• [WHAT TO PRODUCE]: As output, give the exact lines from the one containing "middle tip: (1121, 592)" through the end of the listing below, both included, without the pictures.

• [EXCERPTED RECORDS]:
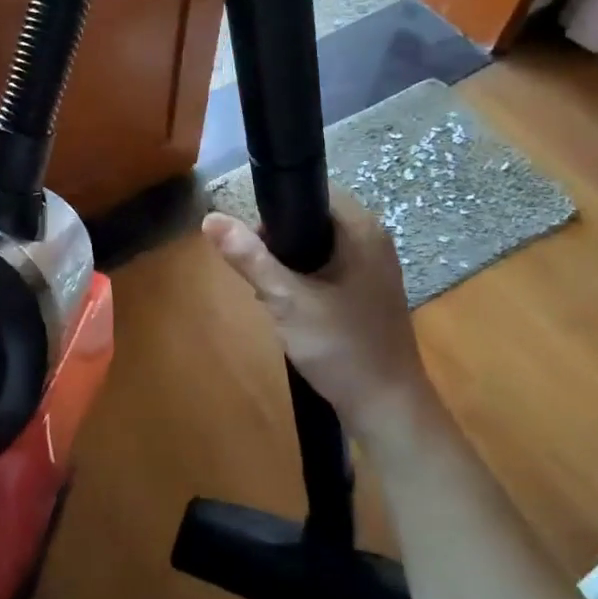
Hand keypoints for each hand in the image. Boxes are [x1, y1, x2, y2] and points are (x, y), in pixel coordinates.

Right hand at [202, 188, 443, 462]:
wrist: (387, 408)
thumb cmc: (340, 347)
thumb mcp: (286, 300)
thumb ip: (249, 258)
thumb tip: (210, 219)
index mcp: (362, 228)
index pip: (312, 190)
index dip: (276, 207)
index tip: (251, 239)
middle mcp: (374, 238)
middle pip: (313, 218)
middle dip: (279, 240)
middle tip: (258, 273)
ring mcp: (375, 266)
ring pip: (319, 245)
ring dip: (290, 263)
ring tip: (270, 292)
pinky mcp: (370, 291)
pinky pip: (330, 267)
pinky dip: (307, 278)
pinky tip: (292, 306)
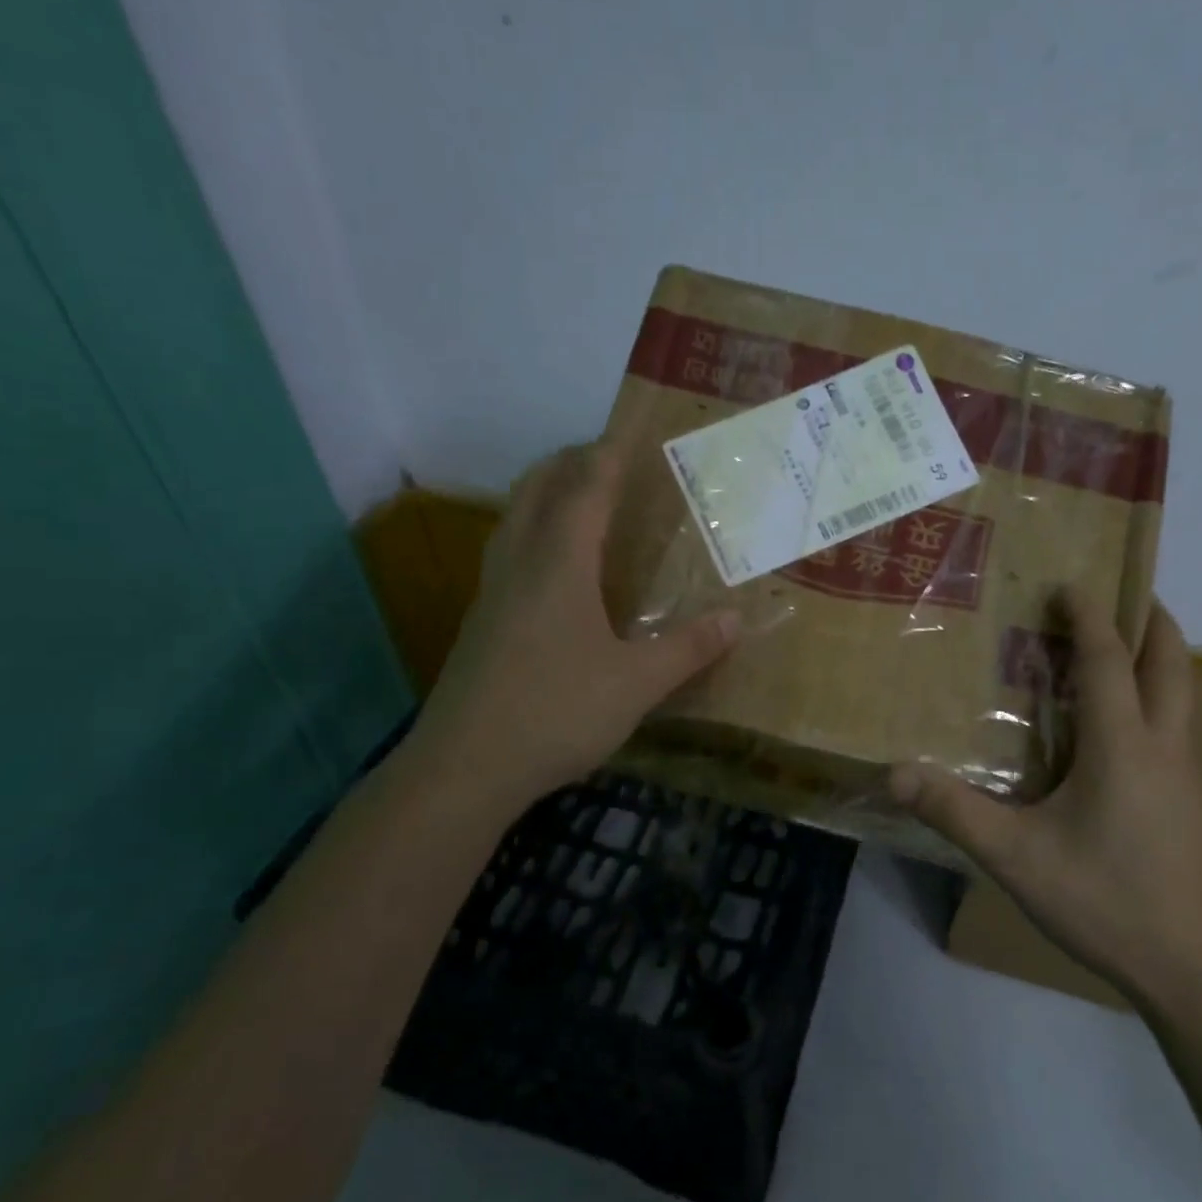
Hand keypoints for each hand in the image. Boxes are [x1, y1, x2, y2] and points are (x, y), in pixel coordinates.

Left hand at [406, 442, 738, 808]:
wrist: (464, 768)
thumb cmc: (556, 712)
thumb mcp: (636, 683)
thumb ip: (688, 649)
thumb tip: (737, 619)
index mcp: (558, 566)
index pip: (584, 491)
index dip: (608, 458)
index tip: (630, 434)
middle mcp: (520, 565)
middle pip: (537, 490)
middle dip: (569, 463)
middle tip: (607, 459)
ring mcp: (492, 594)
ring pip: (514, 519)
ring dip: (545, 495)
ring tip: (580, 499)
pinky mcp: (482, 624)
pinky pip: (509, 553)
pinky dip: (534, 533)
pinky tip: (555, 569)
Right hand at [890, 596, 1201, 1015]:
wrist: (1200, 970)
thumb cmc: (1109, 901)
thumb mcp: (1019, 859)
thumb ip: (956, 813)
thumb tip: (895, 773)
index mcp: (1122, 745)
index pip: (1108, 660)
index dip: (1089, 616)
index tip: (1069, 583)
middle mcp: (1162, 746)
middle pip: (1170, 661)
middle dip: (1150, 617)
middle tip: (1121, 592)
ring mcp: (1185, 774)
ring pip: (1181, 693)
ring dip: (1155, 657)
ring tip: (1118, 645)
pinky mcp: (1190, 802)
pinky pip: (1175, 726)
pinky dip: (1154, 697)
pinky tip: (1121, 725)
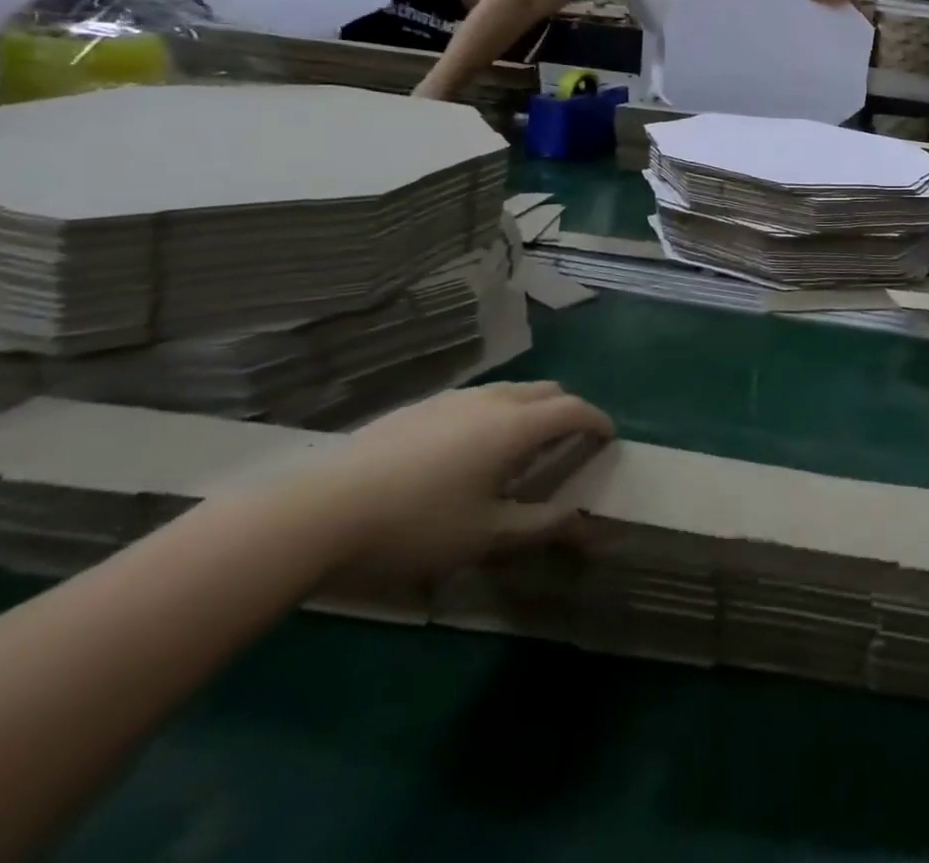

• [EXERCISE RESULT]:
middle tip: (1121, 592)
ring mcp: (1185, 774)
ring pip: (1181, 693)
ring dip: (1155, 657)
ring tip: (1118, 645)
pinky mcp: (1190, 802)
pinky pip: (1175, 726)
pinky dip: (1154, 697)
pinky tip: (1121, 725)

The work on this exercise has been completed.